Segment Start: GIVEN RECORDS

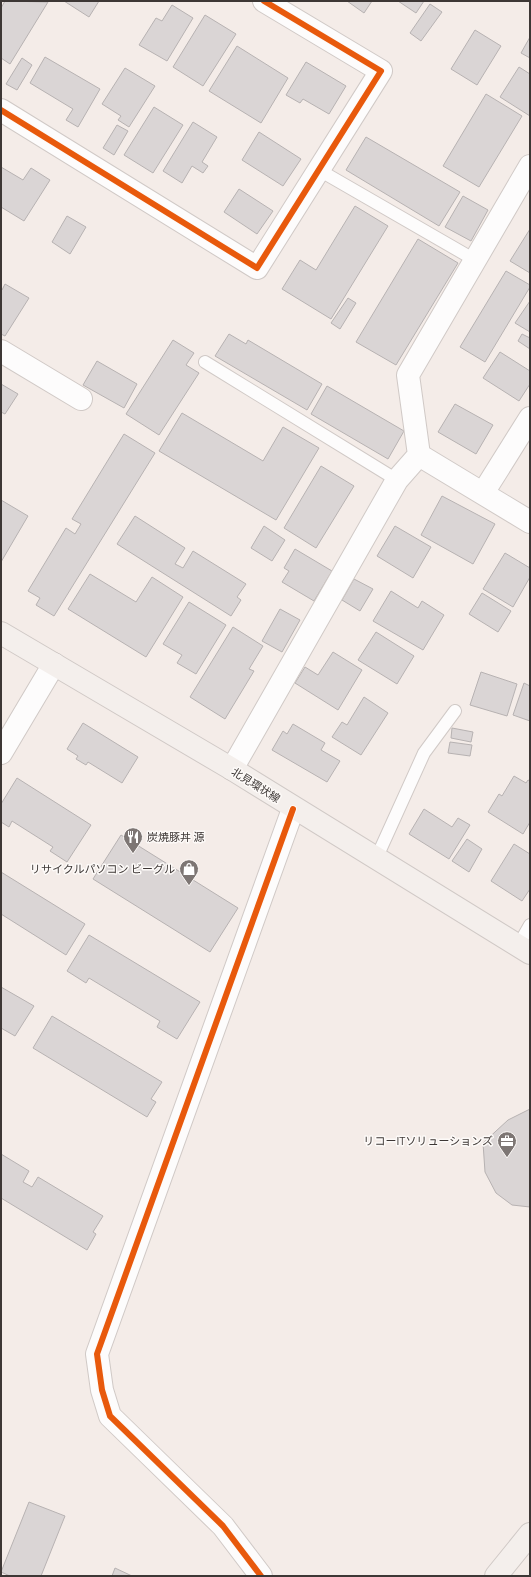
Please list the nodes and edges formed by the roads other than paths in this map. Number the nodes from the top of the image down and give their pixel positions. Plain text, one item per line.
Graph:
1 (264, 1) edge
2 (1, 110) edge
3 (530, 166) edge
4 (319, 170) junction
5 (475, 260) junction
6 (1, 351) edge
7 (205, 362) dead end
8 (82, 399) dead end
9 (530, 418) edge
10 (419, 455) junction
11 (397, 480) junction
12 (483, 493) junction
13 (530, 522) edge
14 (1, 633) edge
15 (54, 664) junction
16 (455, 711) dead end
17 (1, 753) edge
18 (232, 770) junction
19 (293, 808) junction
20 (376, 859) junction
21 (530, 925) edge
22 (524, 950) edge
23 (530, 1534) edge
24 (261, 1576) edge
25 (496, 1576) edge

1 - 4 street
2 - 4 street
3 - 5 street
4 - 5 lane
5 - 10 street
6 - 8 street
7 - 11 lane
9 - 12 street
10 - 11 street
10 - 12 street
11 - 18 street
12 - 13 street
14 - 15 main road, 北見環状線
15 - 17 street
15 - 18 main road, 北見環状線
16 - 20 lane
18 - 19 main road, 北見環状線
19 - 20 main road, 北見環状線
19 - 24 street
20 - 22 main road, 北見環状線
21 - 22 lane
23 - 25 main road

Segment End: GIVEN RECORDS
Segment Start: GIVEN RECORDS

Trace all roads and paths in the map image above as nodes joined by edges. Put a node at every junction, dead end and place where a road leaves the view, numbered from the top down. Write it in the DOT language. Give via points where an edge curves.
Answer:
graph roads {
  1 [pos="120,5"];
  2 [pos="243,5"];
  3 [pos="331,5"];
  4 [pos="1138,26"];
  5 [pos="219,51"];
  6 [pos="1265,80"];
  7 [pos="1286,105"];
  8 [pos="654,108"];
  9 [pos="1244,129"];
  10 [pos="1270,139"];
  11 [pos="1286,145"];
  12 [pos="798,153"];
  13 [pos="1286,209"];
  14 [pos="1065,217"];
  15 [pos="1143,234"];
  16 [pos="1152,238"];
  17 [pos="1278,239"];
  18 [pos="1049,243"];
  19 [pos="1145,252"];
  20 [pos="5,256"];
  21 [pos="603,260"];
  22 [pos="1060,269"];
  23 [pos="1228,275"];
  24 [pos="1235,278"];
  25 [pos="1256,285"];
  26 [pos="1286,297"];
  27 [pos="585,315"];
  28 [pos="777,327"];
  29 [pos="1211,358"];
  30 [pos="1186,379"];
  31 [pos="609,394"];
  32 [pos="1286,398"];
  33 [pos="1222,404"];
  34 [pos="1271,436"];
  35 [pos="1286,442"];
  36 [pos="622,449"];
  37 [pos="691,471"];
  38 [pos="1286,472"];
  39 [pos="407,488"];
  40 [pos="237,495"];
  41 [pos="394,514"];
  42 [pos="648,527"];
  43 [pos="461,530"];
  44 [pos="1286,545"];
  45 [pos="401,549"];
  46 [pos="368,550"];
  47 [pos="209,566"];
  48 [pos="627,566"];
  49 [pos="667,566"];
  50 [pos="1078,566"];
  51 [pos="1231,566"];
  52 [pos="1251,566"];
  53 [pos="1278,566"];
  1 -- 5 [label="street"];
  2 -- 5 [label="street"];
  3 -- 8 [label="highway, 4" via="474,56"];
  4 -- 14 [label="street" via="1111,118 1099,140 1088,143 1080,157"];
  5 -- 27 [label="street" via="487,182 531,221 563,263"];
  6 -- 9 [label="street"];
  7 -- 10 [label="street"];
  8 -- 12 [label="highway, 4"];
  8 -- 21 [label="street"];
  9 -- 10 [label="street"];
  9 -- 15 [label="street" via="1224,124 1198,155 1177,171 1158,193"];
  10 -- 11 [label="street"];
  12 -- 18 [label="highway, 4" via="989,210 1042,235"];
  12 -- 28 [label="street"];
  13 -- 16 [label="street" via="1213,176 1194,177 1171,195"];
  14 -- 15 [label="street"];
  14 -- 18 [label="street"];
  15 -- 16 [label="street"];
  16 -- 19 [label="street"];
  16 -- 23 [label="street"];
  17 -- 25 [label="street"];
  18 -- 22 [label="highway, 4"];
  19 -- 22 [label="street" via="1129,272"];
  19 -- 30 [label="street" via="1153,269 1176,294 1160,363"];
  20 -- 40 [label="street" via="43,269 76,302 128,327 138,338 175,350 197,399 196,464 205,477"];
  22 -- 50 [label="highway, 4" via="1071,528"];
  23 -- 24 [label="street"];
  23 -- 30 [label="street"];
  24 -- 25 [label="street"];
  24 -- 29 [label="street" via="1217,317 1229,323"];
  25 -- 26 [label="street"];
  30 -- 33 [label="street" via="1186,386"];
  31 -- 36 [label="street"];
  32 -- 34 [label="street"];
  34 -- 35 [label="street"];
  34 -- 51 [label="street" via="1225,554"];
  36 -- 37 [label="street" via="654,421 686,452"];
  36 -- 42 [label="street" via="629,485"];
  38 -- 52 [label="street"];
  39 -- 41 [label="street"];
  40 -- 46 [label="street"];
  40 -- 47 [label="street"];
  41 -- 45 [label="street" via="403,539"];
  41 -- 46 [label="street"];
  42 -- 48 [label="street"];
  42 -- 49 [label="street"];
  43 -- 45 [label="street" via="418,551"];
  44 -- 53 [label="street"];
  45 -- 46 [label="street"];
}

Segment End: GIVEN RECORDS
Segment Start: GIVEN RECORDS

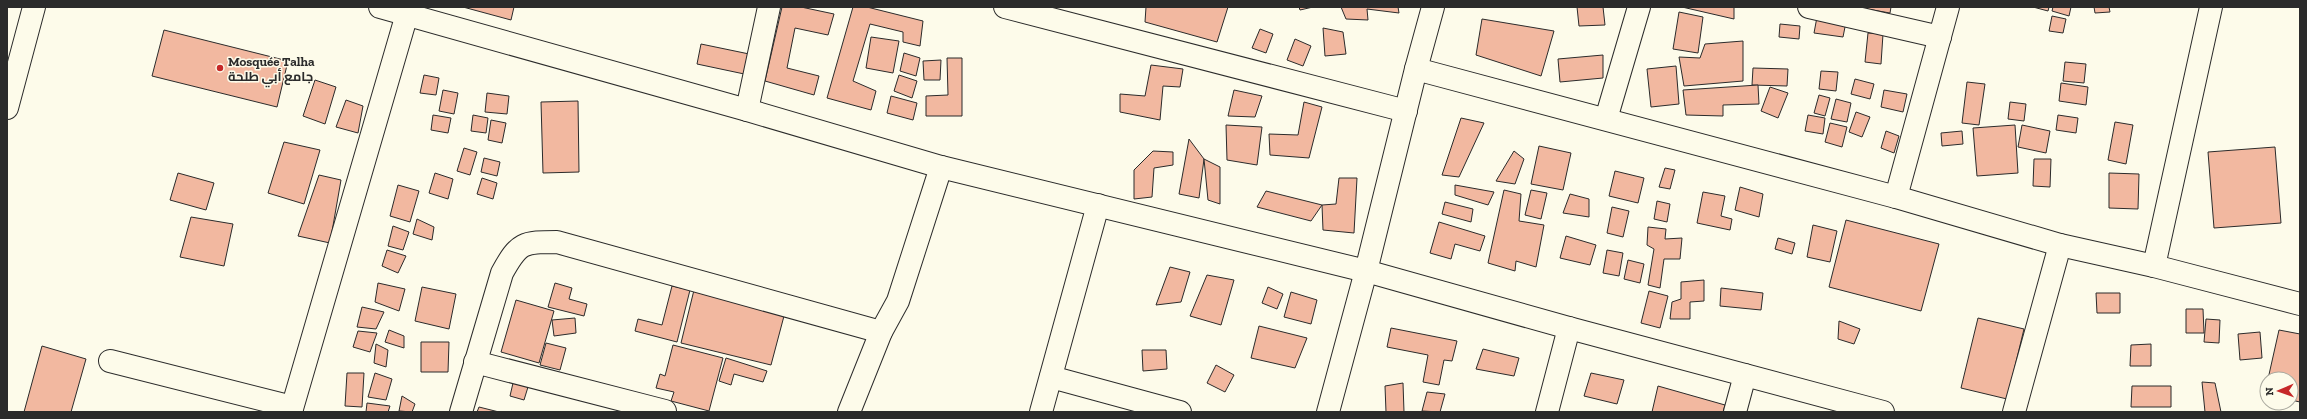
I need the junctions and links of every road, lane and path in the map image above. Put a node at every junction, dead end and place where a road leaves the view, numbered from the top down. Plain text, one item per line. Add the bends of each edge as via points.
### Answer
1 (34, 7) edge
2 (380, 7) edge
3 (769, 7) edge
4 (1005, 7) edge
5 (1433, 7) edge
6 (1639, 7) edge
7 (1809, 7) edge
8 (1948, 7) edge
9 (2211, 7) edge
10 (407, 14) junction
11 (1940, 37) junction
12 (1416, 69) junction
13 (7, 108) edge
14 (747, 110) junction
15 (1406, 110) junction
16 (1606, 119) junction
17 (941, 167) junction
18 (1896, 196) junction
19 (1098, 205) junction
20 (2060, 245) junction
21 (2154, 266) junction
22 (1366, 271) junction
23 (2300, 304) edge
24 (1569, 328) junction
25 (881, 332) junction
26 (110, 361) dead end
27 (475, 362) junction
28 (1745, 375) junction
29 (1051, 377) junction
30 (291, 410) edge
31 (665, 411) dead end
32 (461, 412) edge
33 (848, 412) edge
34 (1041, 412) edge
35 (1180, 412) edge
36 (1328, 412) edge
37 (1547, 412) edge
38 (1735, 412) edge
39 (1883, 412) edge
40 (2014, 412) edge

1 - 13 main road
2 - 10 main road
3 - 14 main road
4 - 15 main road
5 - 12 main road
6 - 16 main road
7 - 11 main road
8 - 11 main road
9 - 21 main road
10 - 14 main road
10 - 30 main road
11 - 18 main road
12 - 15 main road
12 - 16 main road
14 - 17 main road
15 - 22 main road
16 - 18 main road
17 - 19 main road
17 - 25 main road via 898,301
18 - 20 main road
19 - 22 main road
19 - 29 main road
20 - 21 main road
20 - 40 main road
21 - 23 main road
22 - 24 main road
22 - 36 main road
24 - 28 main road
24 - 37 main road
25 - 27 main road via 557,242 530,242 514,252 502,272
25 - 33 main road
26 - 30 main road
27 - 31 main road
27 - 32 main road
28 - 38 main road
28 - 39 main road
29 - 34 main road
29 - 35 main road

Segment End: GIVEN RECORDS

WHAT YOU WILL DO:
A bare number is expected: how many lines above contain the word "item"?

REPLY TO THE TASK:
2